» Work instruction
Pictures appear among the records. Write out all else exactly as it stands.
[[ Supplied information, beginning ]]
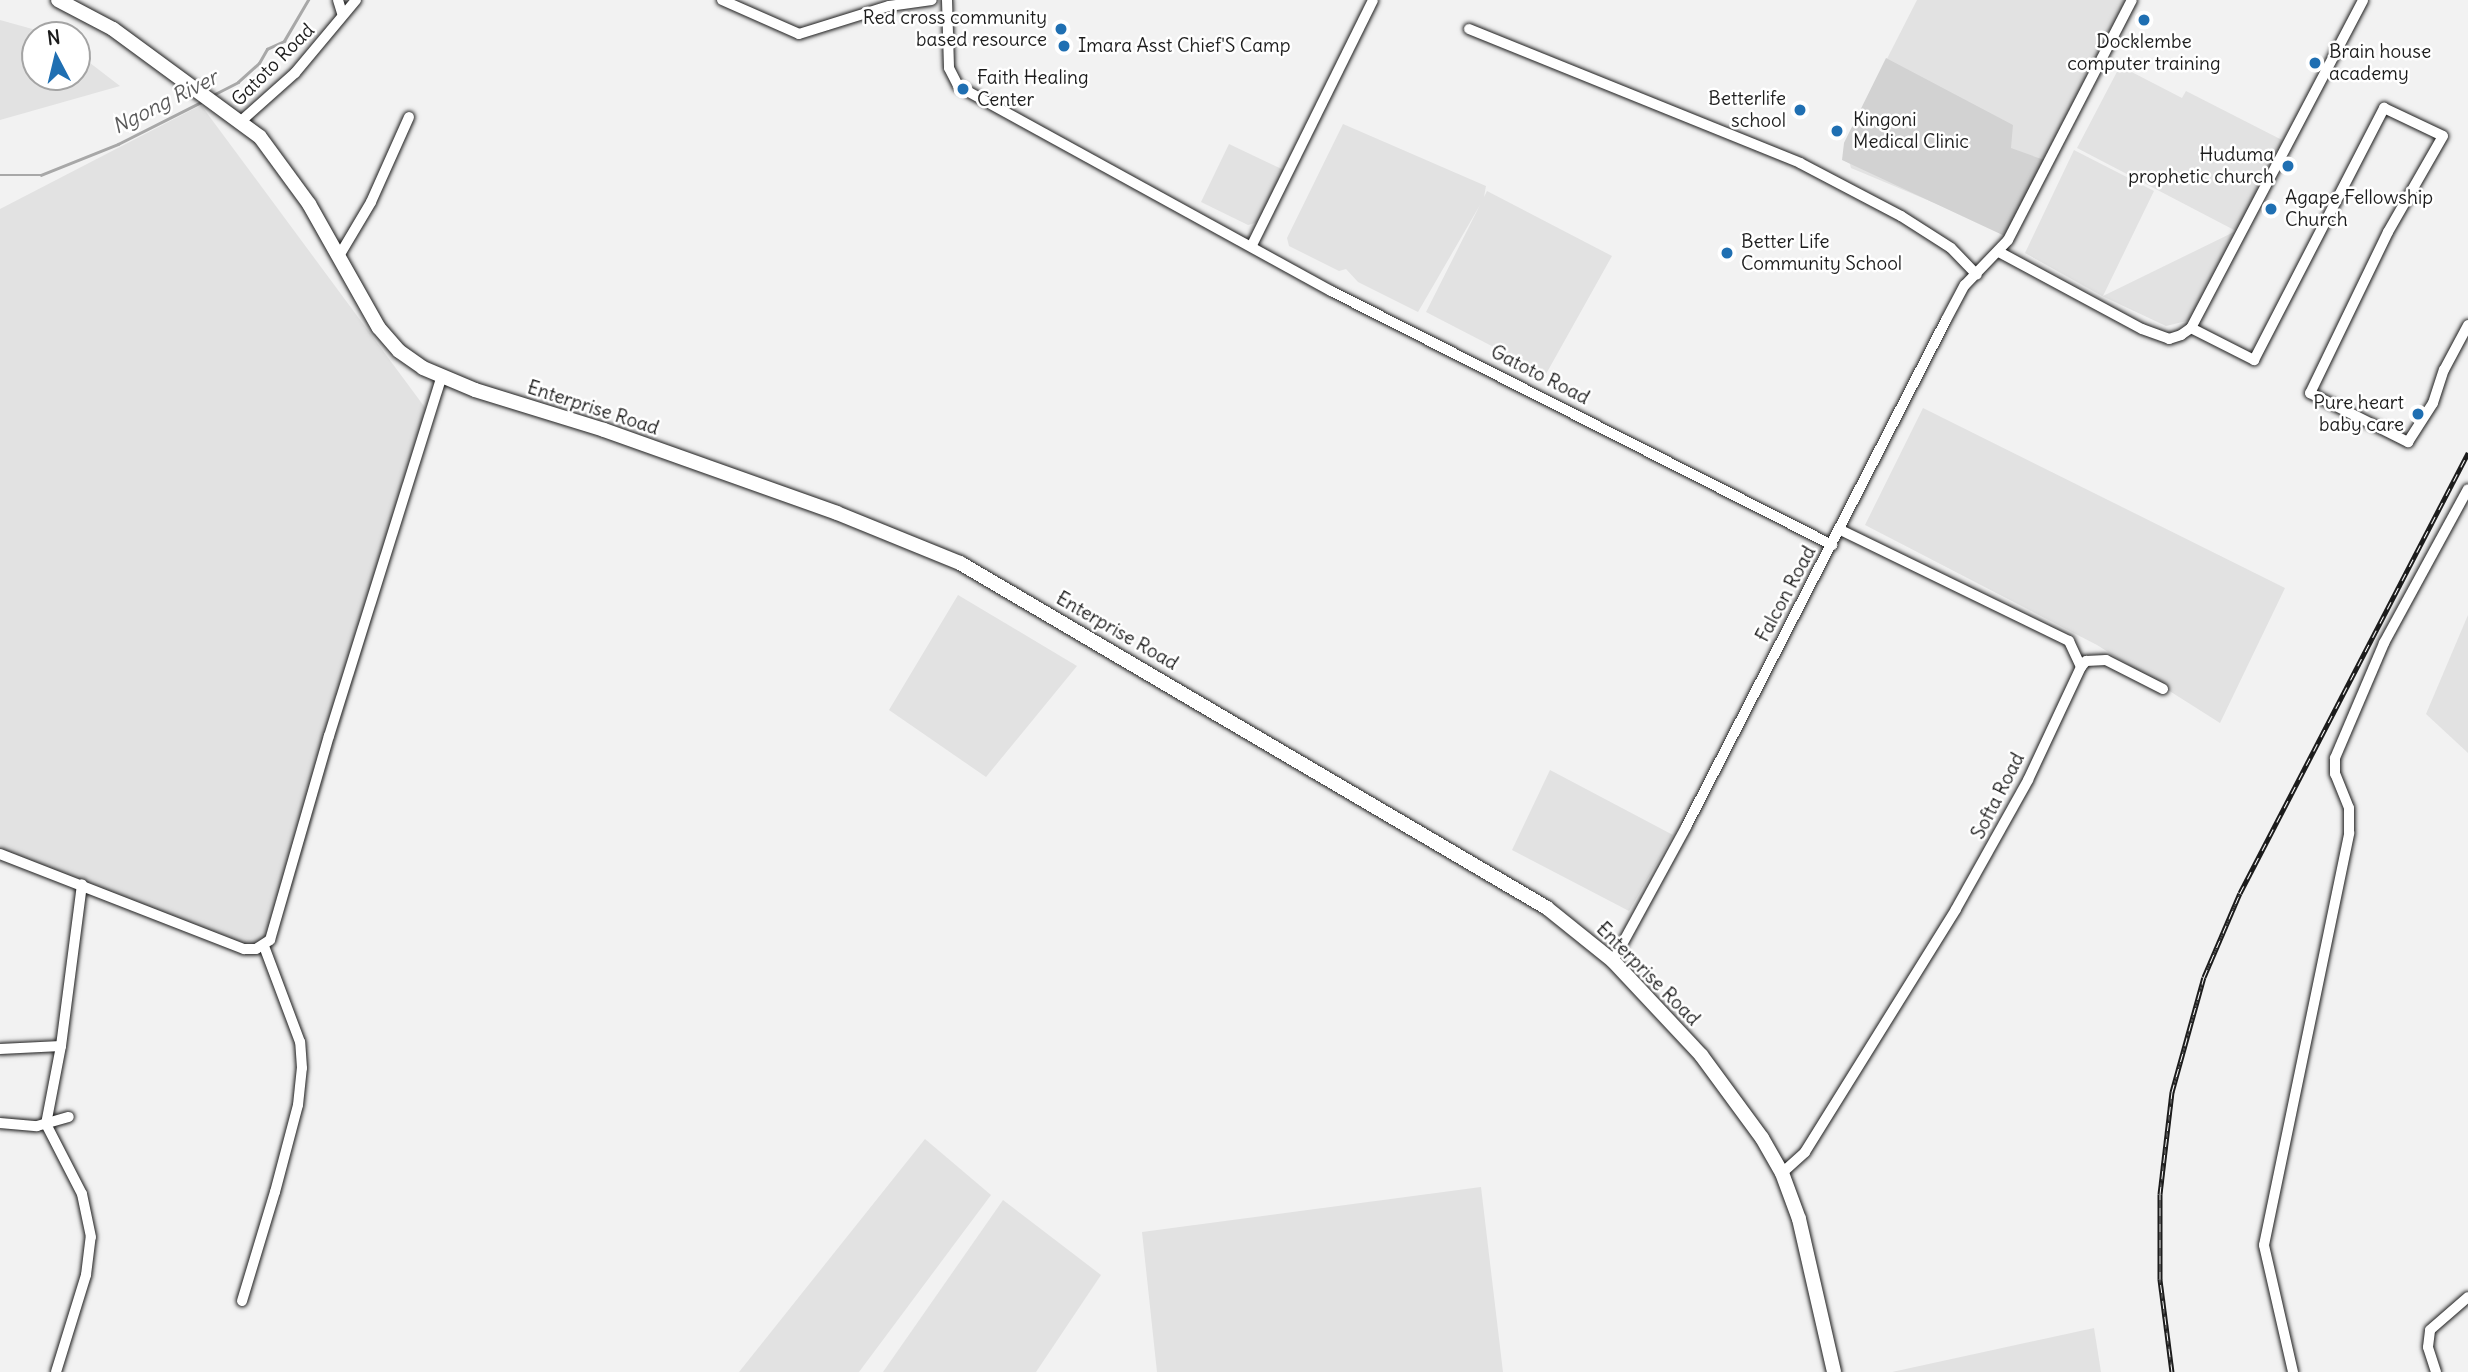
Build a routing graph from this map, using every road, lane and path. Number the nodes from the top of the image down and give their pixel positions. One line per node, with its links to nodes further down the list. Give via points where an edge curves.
1 (58, 0): 13 (main road, Enterprise Road, via 113,29)
2 (338, 0): 10 (street)
3 (356, 0): 10 (street, Gatoto Road)
4 (722, 0): 5 (street, via 799,34 889,6)
5 (932, 0)
6 (947, 0): 14 (street, Gatoto Road, via 948,68 958,86)
7 (1373, 0): 14 (street)
8 (2132, 0): 15 (street, Falcon Road)
9 (2363, 0): 19 (street)
10 (342, 13): 13 (street, Gatoto Road, via 318,49)
11 (1469, 29): 17 (street, via 1800,163 1901,216 1951,248)
12 (409, 117): 16 (street, via 371,202)
13 (240, 122): 16 (main road, Enterprise Road, via 260,137 281,163)
14 (1252, 245): 23 (street, Gatoto Road, via 1331,291)
15 (1999, 252): 17 (street, Falcon Road); 19 (street, via 2164,338 2178,337)
16 (338, 256): 20 (main road, Enterprise Road, via 354,289 399,351)
17 (1977, 275): 22 (street, Falcon Road, via 1965,285 1946,320)
18 (2468, 326): 19 (street, via 2444,370 2433,403 2408,442 2310,393 2388,232 2443,136 2384,108 2254,360)
19 (2192, 328)
20 (442, 375): 28 (street, via 274,927); 29 (main road, Enterprise Road, via 837,513 960,563 1497,876)
21 (2468, 489): 40 (street, via 2384,643 2335,758 2335,774 2349,808 2349,833 2264,1245)
22 (1840, 530): 23 (street, Falcon Road); 24 (street, via 2069,641)
23 (1832, 545): 29 (street, Falcon Road)
24 (2081, 667): 25 (street, via 2086,661 2106,660); 35 (street, Softa Road, via 2028,780 1956,909 1805,1152)
25 (2163, 689)
26 (0, 854): 27 (street)
27 (82, 884): 28 (street, via 244,949); 30 (street)
28 (264, 946): 37 (street, via 300,1042 302,1068 282,1167)
29 (1613, 961): 35 (main road, Enterprise Road, via 1731,1092)
30 (61, 1046): 31 (street); 34 (street)
31 (0, 1049)
32 (69, 1117): 34 (street)
33 (0, 1123): 34 (street)
34 (46, 1124): 38 (street, via 82,1195 91,1237 86,1275)
35 (1782, 1173): 39 (main road, Enterprise Road, via 1816,1282)
36 (2468, 1297): 41 (street, via 2430,1329 2428,1347)
37 (242, 1301)
38 (57, 1372)
39 (1834, 1372)
40 (2293, 1372)
41 (2436, 1372)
[[ Supplied information, end ]]
» Final answer
Build a routing graph from this map, using every road, lane and path. Number the nodes from the top of the image down and give their pixel positions. One line per node, with its links to nodes further down the list. Give via points where an edge curves.
1 (58, 0): 13 (main road, Enterprise Road, via 113,29)
2 (338, 0): 10 (street)
3 (356, 0): 10 (street, Gatoto Road)
4 (722, 0): 5 (street, via 799,34 889,6)
5 (932, 0)
6 (947, 0): 14 (street, Gatoto Road, via 948,68 958,86)
7 (1373, 0): 14 (street)
8 (2132, 0): 15 (street, Falcon Road)
9 (2363, 0): 19 (street)
10 (342, 13): 13 (street, Gatoto Road, via 318,49)
11 (1469, 29): 17 (street, via 1800,163 1901,216 1951,248)
12 (409, 117): 16 (street, via 371,202)
13 (240, 122): 16 (main road, Enterprise Road, via 260,137 281,163)
14 (1252, 245): 23 (street, Gatoto Road, via 1331,291)
15 (1999, 252): 17 (street, Falcon Road); 19 (street, via 2164,338 2178,337)
16 (338, 256): 20 (main road, Enterprise Road, via 354,289 399,351)
17 (1977, 275): 22 (street, Falcon Road, via 1965,285 1946,320)
18 (2468, 326): 19 (street, via 2444,370 2433,403 2408,442 2310,393 2388,232 2443,136 2384,108 2254,360)
19 (2192, 328)
20 (442, 375): 28 (street, via 274,927); 29 (main road, Enterprise Road, via 837,513 960,563 1497,876)
21 (2468, 489): 40 (street, via 2384,643 2335,758 2335,774 2349,808 2349,833 2264,1245)
22 (1840, 530): 23 (street, Falcon Road); 24 (street, via 2069,641)
23 (1832, 545): 29 (street, Falcon Road)
24 (2081, 667): 25 (street, via 2086,661 2106,660); 35 (street, Softa Road, via 2028,780 1956,909 1805,1152)
25 (2163, 689)
26 (0, 854): 27 (street)
27 (82, 884): 28 (street, via 244,949); 30 (street)
28 (264, 946): 37 (street, via 300,1042 302,1068 282,1167)
29 (1613, 961): 35 (main road, Enterprise Road, via 1731,1092)
30 (61, 1046): 31 (street); 34 (street)
31 (0, 1049)
32 (69, 1117): 34 (street)
33 (0, 1123): 34 (street)
34 (46, 1124): 38 (street, via 82,1195 91,1237 86,1275)
35 (1782, 1173): 39 (main road, Enterprise Road, via 1816,1282)
36 (2468, 1297): 41 (street, via 2430,1329 2428,1347)
37 (242, 1301)
38 (57, 1372)
39 (1834, 1372)
40 (2293, 1372)
41 (2436, 1372)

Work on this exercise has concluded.